Réuni le 18 mars à Tolède (Espagne), le conseil d’administration (CA) de l’AESA a apporté son soutien à l’avant-projet de Plan de gestion de l’Autorité alimentaire européenne pour l’année 2011 ainsi que son projet de budget (79,3 millions d’euros). Un avant-projet de Plan de gestion qui prévoit notamment que la demande d’avis scientifiques de l’AESA restera très soutenue en 2011 (quelque 900 avis scientifiques sont attendus) tout autant que les conseils de l’AESA en ce qui concerne les demandes d’autorisations, en particulier dans des domaines tels que la réévaluation des additifs alimentaires, les enzymes alimentaires et les OGM. L’évaluation des allégations nutritionnelles et de santé, qui a marqué des progrès au cours de l’année 2009, devrait, quant à elle, être achevée en 2011, bien que de nouveaux travaux dans ce domaine soient également prévus. Les travaux préparatoires pour les applications des « novel food » en 2012 seront également lancés.

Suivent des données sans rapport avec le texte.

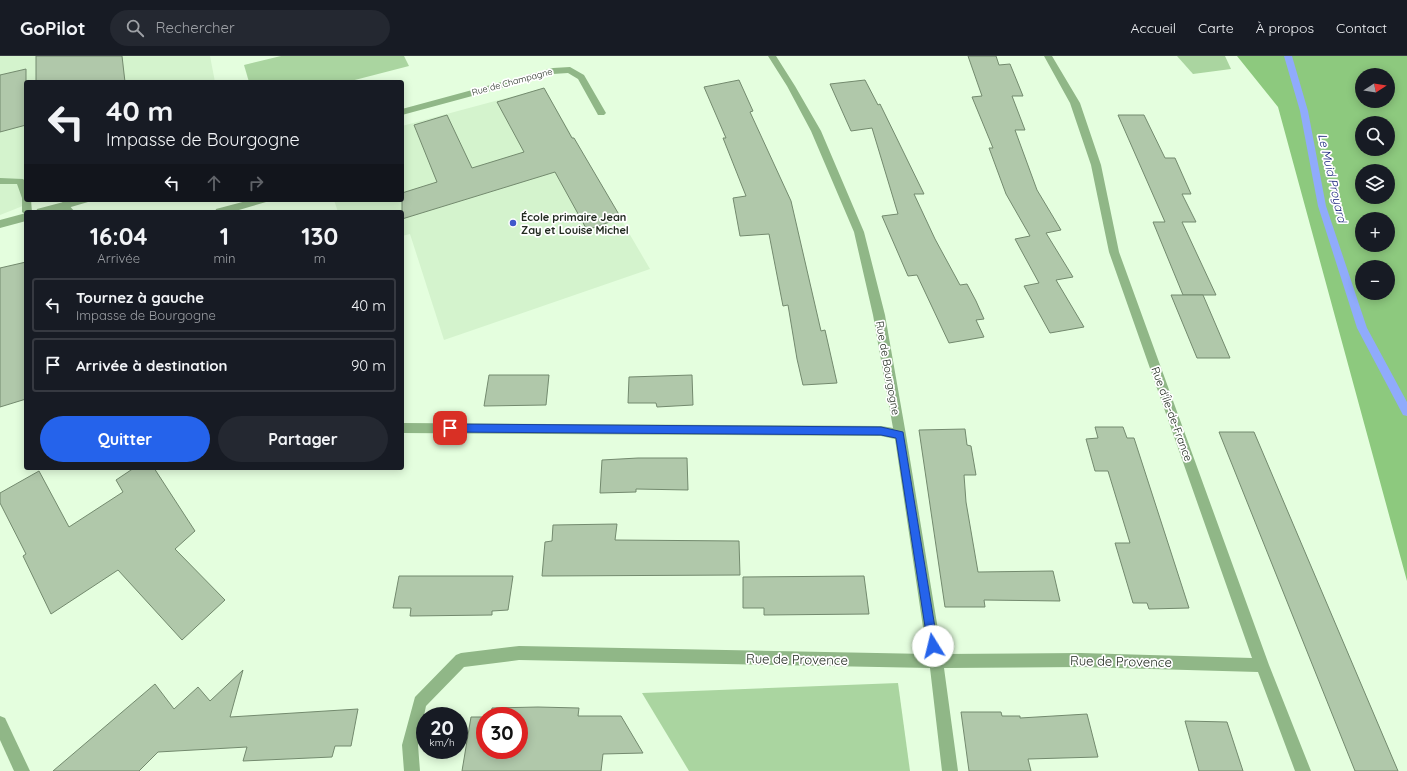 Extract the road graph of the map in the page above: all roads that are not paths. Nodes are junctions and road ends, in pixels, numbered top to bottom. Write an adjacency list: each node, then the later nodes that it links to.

L’AESA se promet de continuer de travailler la main dans la main non seulement avec la Commission européenne mais également avec les Etats membres et les parties concernées afin de fixer les délais et les priorités dans ces domaines.

Plus de 630 avis scientifiques fournis en 2009
Le conseil d’administration de l’AESA a également approuvé le rapport d’activité annuel 2009, qui révèle que l’AESA a publié plus de 630 avis scientifiques l’année dernière. En 2009, ont également été publiés son premier rapport annuel sur les résidus de pesticides, ses avis sur le bien-être des vaches laitières, sur les allégations nutritionnelles et de santé ainsi que l’avis commun sur la résistance aux antimicrobiens (en collaboration avec le Centre européen de prévention et de Contrôle, l’Agence européenne des médicaments et la Commission européenne). Le CA a également donné son feu vert aussi à la Stratégie de communication de consultation publique de l’AESA pour la période 2010-2013 (élaborée suite à des études menées parmi les publics cibles-clés de l’AESA).

Stratégie de communication
Les membres du conseil de l’AESA ont pris connaissance d’une étude qualitative sur les travaux de l’AESA (commandée par l’AESA et effectuée auprès de ses clients, partenaires et intervenants clés au sein de l’UE et au-delà). Les résultats indiquent que l’Autorité serait devenue « un organisme européen bien respecté » et reconnu comme un « élément essentiel du réseau européen de sécurité alimentaire », produisant des avis scientifiques « indépendants » et fondés sur la science pour les décideurs politiques européens. L’étude qualitative souligne également les opportunités futures pour les experts de l’AESA et en particulier la nécessité de prévoir des agendas plus prévisibles pour leurs travaux scientifiques et de communiquer leurs résultats d’une manière beaucoup plus simplifiée et de continuer à renforcer leur réseau avec les Etats membres (1).

Réseaux de l’AESA
Le CA de l’AESA a également examiné un document formalisant les règles de procédure sur les réseaux européens d’organisations scientifiques, en vue de mobiliser la coopération scientifique et de développer des échanges d’information, d’expertise et de meilleures pratiques. Le document rappelle notamment que ces réseaux ont obtenu de bons résultats à ce jour dans des domaines tels que les zoonoses, les pesticides et les contaminants. Raison pour laquelle l’AESA compte établir des réseaux similaires dans le domaine des nanotechnologies, les OGM, la santé végétale et le bien-être animal.

(1) La stratégie de communication de l’AESA pour la période 2010-2013 comprend des plans visant à améliorer la simplicité de ses communications et à élargir la sensibilisation du public.